◆ **TASK DESCRIPTION**: Examine the records and identify each line that includes the string "Крылова". Copy those lines.

(INFORMATION SHOWN Opens)

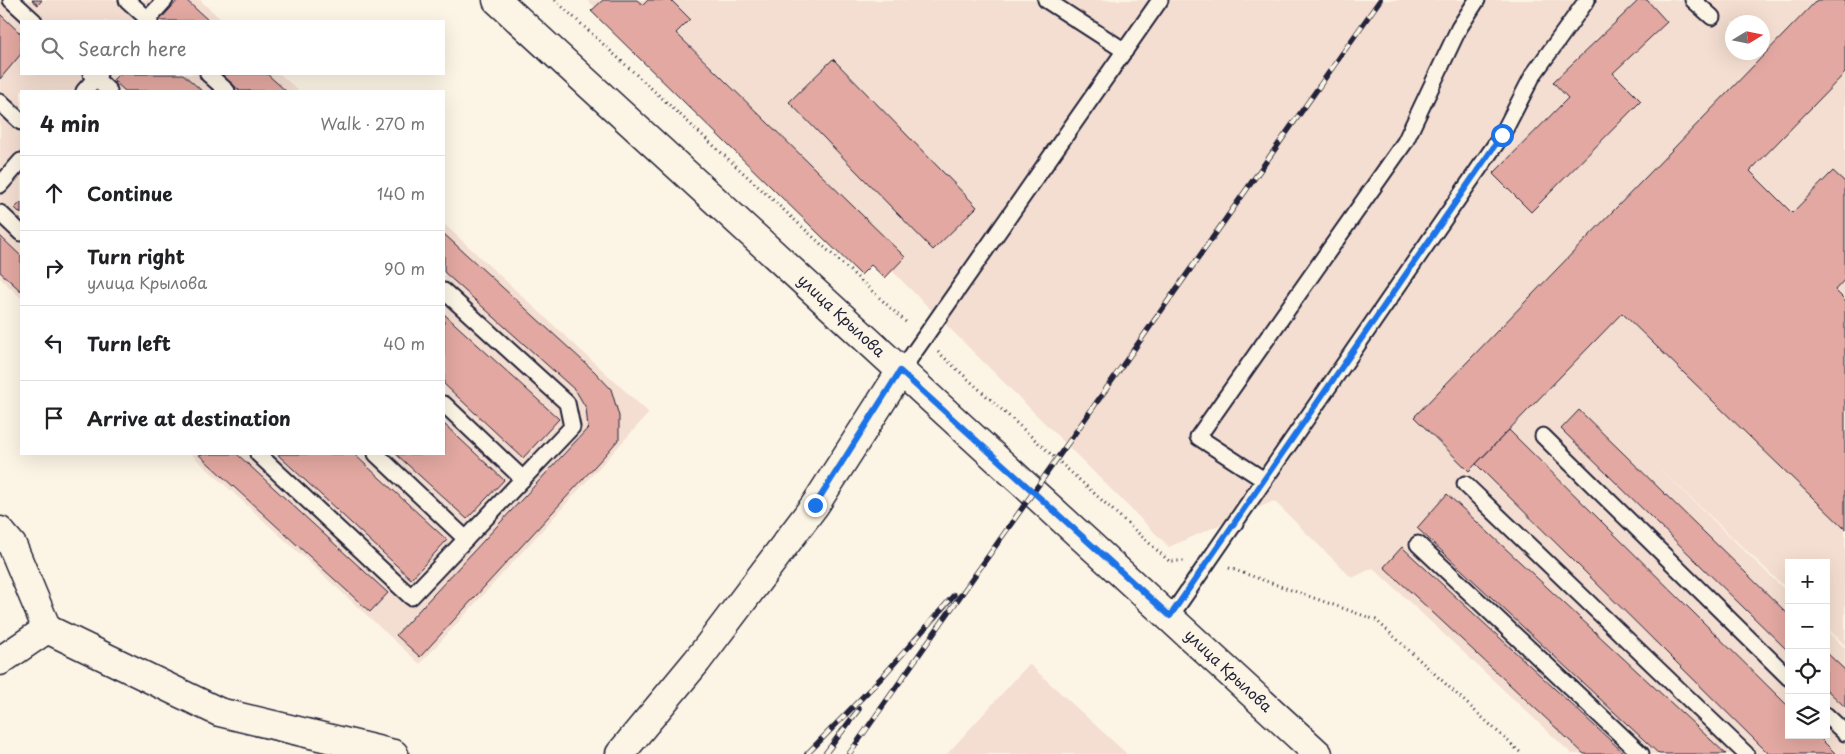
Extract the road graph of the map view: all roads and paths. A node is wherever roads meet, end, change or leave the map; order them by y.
1 (11, 0) edge
2 (127, 0) edge
3 (165, 0) edge
4 (497, 0) edge
5 (555, 0) edge
6 (1046, 0) edge
7 (1160, 0) edge
8 (1477, 0) edge
9 (1587, 0) edge
10 (1693, 0) edge
11 (1712, 17) dead end
12 (33, 20) edge
13 (147, 20) edge
14 (149, 20) edge
15 (1125, 51) junction
16 (95, 75) edge
17 (209, 75) edge
18 (85, 90) edge
19 (108, 90) edge
20 (226, 90) edge
21 (0, 102) edge
22 (20, 121) edge
23 (20, 162) edge
24 (0, 185) edge
25 (0, 213) edge
26 (20, 232) edge
27 (445, 291) edge
28 (924, 338) junction
29 (900, 371) junction
30 (445, 405) edge
31 (1543, 436) dead end
32 (259, 455) edge
33 (377, 455) edge
34 (523, 478) junction
35 (1264, 480) junction
36 (1465, 484) dead end
37 (0, 531) edge
38 (466, 539) junction
39 (1418, 544) dead end
40 (1170, 616) junction
41 (47, 629) junction
42 (0, 660) edge
43 (1785, 674) edge
44 (1830, 719) edge
45 (1845, 734) edge
46 (394, 754) edge
47 (620, 754) edge
48 (1318, 754) edge
49 (1641, 754) edge
50 (1746, 754) edge

1 - 12 lane
2 - 13 lane
3 - 14 lane
4 - 29 street, улица Крылова
5 - 28 path
6 - 15 lane
7 - 15 lane
8 - 35 lane
9 - 35 lane
10 - 11 lane
15 - 28 lane
16 - 18 lane
16 - 19 lane
17 - 20 lane
21 - 22 lane
23 - 24 lane
25 - 26 lane
27 - 34 lane
28 - 29 lane
29 - 40 street, улица Крылова
29 - 47 street
30 - 34 lane
31 - 43 lane
32 - 38 lane
33 - 38 lane
34 - 38 lane
35 - 40 lane
36 - 50 lane
37 - 41 street
39 - 49 lane
40 - 48 street, улица Крылова
41 - 42 street
41 - 46 street
44 - 45 lane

(INFORMATION SHOWN Closes)

◆ **EXERCISE OUTPUT**:
4 - 29 street, улица Крылова
29 - 40 street, улица Крылова
40 - 48 street, улица Крылова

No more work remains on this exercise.